Monday, December 13, 2010

Can't Sit With a Broken Heart...

I once was whole. I once had everything together. I had a plan for my future. I had passions, ambitions, goals.

Then I prayed to God, "break my heart for what breaks Yours" too many times to ignore the growing gash in the depths of my soul...

I never meant for it to happen. I never meant to break. I wanted to stay a whole being. I liked being complete. I like my plans. I like my comforts. I liked knowing what to expect out of life.

Then I asked God, "Let Thy Kingdom come, let Thy will be done" too many times to ignore the earthquakes, the tidal waves, the shaking.

I never meant for it to happen. I never meant for the world to come apart. I wanted it to stay whole and complete. I enjoyed its perfection. I enjoyed how cozy it seemed. I liked watching people go by, knowing just what to expect out of life.

I never meant for my prayer to be answered, or I realize that now. I said them with good intentions, sure... but I didn't really want the change they would bring, not then anyway. I was not ready. Two years ago, God called me to Kenya. I went, wanting to see. To become more aware of the pain in this world. I thought knowing would be enough. I thought praying good intentioned prayers would make the difference.

Then I learned that I don't pray for God to hear good intentions. My God doesn't care about nice thoughts and happy Christian phrases "peace on earth, good will towards men." My God doesn't need bumper stickers or verses hanging on my walls. My God doesn't need the Christian clothes I wear or the minutes I spend thanking Him for my food. My God doesn't need me to point to Him and say "You rock. Love ya" and then go on with my life the same way I always have.

I never meant for my prayers to be answered, or I realize that now. My good intentions seem to have gone too far. My life can't continue to be comfortable or easy. I see that now. God, You have answered my prayers.
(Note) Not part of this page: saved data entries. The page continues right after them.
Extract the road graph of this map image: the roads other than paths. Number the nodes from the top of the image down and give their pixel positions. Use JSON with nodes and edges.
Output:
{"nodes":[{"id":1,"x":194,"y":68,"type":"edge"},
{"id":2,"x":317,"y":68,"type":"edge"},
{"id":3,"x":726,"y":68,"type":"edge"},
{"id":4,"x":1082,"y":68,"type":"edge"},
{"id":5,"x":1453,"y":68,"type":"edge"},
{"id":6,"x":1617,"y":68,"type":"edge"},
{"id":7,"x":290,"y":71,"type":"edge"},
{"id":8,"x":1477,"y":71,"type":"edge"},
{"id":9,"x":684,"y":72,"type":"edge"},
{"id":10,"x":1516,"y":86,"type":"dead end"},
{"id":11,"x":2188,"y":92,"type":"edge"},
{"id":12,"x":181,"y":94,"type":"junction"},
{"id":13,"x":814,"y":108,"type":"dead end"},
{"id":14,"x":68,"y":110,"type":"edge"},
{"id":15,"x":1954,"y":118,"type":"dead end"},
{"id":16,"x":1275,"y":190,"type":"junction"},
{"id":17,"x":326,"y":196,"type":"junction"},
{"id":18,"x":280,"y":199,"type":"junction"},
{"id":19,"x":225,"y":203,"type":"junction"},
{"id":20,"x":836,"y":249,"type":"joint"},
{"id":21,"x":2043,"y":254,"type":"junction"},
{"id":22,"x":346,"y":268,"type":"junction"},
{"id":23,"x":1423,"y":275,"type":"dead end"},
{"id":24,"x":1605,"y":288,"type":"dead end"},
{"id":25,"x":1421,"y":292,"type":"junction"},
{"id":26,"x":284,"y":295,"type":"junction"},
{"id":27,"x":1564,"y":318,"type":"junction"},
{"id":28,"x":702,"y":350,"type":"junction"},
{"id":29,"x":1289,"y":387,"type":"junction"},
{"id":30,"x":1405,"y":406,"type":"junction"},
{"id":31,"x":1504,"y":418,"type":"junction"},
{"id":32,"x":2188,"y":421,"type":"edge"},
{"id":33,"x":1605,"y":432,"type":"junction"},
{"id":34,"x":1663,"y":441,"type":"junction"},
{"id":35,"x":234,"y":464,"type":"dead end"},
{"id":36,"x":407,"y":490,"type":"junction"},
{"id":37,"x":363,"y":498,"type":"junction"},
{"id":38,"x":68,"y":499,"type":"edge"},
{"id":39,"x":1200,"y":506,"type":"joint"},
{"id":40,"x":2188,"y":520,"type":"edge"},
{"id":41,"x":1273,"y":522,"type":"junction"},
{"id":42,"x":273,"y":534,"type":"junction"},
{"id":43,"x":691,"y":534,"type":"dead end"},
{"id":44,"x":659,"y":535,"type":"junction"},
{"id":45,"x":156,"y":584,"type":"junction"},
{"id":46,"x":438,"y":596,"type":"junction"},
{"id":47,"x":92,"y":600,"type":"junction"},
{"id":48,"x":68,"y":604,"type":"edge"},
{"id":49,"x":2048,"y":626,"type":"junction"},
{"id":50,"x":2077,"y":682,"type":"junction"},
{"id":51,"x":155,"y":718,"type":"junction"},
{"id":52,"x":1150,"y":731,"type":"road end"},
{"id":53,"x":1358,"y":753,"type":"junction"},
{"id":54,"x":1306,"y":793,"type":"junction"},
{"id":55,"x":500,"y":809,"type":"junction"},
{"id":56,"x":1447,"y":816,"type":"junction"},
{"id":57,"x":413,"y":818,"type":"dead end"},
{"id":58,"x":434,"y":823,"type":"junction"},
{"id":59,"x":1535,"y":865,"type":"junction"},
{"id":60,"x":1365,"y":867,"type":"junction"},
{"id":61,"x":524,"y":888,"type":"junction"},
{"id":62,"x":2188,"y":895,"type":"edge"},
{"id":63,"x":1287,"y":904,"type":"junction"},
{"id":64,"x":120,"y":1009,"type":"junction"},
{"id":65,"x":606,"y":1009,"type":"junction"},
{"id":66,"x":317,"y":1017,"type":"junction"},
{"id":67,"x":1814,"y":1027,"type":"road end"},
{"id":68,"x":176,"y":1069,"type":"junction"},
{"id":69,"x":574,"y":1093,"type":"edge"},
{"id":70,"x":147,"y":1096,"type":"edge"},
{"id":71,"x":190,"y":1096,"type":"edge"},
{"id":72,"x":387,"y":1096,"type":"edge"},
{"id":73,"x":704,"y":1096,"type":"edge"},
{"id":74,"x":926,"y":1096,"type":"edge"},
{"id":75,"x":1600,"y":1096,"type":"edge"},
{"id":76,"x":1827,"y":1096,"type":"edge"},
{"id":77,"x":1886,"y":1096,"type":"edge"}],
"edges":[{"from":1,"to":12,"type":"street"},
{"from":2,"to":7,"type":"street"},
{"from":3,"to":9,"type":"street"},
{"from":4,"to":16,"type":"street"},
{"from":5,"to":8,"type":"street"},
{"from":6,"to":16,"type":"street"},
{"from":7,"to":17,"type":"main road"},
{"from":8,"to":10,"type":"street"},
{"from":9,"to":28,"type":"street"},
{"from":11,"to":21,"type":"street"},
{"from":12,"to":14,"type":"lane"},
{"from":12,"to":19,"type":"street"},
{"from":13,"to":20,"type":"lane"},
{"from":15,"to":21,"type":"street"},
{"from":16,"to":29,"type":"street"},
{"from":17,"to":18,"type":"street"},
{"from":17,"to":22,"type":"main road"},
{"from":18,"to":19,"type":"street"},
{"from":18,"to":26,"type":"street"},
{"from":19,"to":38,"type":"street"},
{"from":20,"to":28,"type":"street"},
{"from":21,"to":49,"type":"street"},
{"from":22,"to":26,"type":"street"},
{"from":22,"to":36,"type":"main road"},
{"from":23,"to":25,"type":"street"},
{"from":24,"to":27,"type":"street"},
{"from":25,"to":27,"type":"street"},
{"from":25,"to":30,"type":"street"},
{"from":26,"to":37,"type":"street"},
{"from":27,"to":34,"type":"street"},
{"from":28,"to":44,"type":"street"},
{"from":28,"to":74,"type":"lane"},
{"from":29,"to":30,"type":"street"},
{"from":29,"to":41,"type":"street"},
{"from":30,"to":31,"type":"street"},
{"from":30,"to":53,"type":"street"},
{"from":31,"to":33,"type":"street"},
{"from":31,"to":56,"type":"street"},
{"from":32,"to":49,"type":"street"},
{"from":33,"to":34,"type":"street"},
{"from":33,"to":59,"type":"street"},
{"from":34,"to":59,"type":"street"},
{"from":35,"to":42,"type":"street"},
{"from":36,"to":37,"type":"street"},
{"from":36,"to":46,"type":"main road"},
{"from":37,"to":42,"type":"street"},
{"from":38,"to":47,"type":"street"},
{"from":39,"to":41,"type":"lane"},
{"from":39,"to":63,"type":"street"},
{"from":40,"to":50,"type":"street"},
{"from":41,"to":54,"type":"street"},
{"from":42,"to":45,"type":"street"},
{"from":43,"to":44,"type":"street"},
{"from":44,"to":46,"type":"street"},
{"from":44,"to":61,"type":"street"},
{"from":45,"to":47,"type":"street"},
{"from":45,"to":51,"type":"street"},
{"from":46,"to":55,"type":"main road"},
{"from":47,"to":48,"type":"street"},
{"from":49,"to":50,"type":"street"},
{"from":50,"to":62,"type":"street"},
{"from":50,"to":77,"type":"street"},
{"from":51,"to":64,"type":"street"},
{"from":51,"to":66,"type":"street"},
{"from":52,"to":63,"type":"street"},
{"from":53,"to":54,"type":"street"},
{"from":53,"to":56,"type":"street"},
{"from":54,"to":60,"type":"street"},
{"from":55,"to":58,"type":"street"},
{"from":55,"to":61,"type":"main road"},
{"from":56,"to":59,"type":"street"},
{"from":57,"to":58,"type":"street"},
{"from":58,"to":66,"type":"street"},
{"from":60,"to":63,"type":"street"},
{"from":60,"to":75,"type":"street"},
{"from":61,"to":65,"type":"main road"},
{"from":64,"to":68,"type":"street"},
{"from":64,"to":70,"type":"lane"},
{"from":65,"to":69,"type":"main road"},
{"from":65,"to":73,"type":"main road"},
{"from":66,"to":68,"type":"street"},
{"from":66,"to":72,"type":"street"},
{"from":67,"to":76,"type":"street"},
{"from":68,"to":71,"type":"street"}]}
I stand before You, a gash through my heart. I'm bleeding uncontrollably, and instead of seeking You, I've gotten upset at the pain it has caused. How can You let me bleed to death? How can I see the poorest of the poor, and be incapable of doing a thing? How can I talk to a ten year old, knowing his family has next to nothing, knowing he can't go see his favorite movie, knowing he won't get any presents this year... and be trapped?

Damnit, God! You answered me, and it hurts! I hate it, sometimes! I hate feeling like I'm dying when I remember those in pain, those suffering. I hate crying out to You on behalf of them, when I remember to. I hate it because it hurts! You answered my prayers, and it hurts!

I am not whole, not anymore. Well, the truth is, I never was whole, but I believed I was. The truth is I was always broken. But now, I'm broken and I'm bleeding. My heart is torn, snapped, stomped on, gashed and gushing crimson. And You, my God, let me sit with this pain day in and day out. You relieve it momentarily when I do very tiny things... then back to the pain of it all.

So let me live a life that stops the bleeding! God, my broken heart can't heal itself. I can't continue to sit with it and do nothing.

Lord, take my life. Take my heart. Bring me where you will, set me there to live out my days trying to heal. Help me to regain my strength alongside the meek, the downtrodden, the lost, the forgotten, the poor, the marginalized. God, let me live upside down. Help me to die to myself. To die for others. Help me to see what it means to love until the end, to love until there's nothing left... then come before You, and learn to love some more.

You've done it. You've broken my heart. Now I expect You to help me fix it.

1 comment:

  1. Wow. you never cease to amaze me, challenge me and make me want to be a better Christian.